▶ Task to carry out: Which lines of the records contain the word "thumb"? Copy each one.

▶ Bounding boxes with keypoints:
* * *
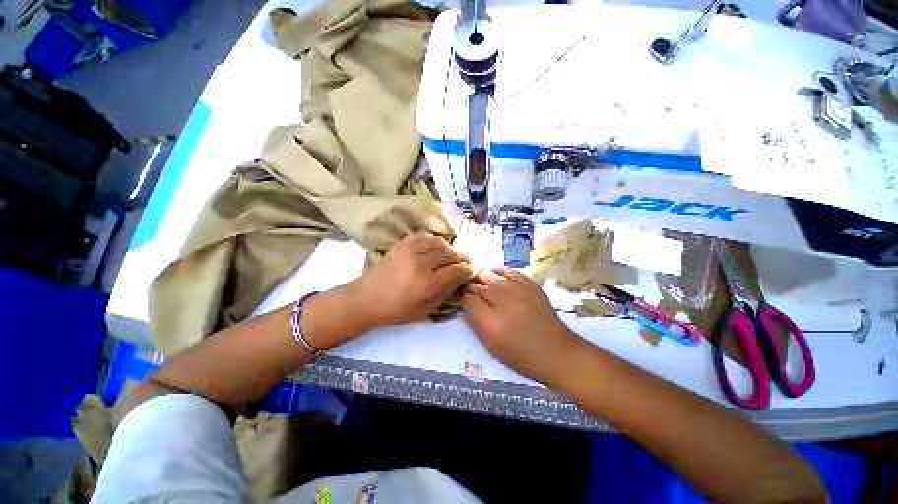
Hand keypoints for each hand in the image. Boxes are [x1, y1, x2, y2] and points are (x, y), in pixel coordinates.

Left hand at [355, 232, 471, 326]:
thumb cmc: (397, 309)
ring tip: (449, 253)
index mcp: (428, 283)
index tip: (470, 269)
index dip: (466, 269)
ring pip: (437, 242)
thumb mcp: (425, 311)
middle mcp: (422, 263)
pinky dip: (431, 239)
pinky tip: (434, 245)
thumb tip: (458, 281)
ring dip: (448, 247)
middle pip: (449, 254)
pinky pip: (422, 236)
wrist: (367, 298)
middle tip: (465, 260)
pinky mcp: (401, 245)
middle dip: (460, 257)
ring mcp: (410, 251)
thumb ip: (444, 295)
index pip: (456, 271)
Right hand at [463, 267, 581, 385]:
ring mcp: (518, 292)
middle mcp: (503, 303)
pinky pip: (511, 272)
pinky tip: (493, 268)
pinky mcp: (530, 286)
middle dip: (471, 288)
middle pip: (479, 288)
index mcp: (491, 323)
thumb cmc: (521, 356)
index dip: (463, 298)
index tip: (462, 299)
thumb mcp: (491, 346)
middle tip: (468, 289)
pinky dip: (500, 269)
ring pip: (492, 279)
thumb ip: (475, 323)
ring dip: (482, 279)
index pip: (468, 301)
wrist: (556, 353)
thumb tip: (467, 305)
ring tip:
* * *
▶ Answer space:
thumb cmc: (397, 309)
thumb mcp: (425, 311)
thumb tip: (458, 281)
thumb ip: (444, 295)
thumb cmc: (521, 356)
thumb mcp: (491, 346)
thumb ip: (475, 323)
thumb tip: (467, 305)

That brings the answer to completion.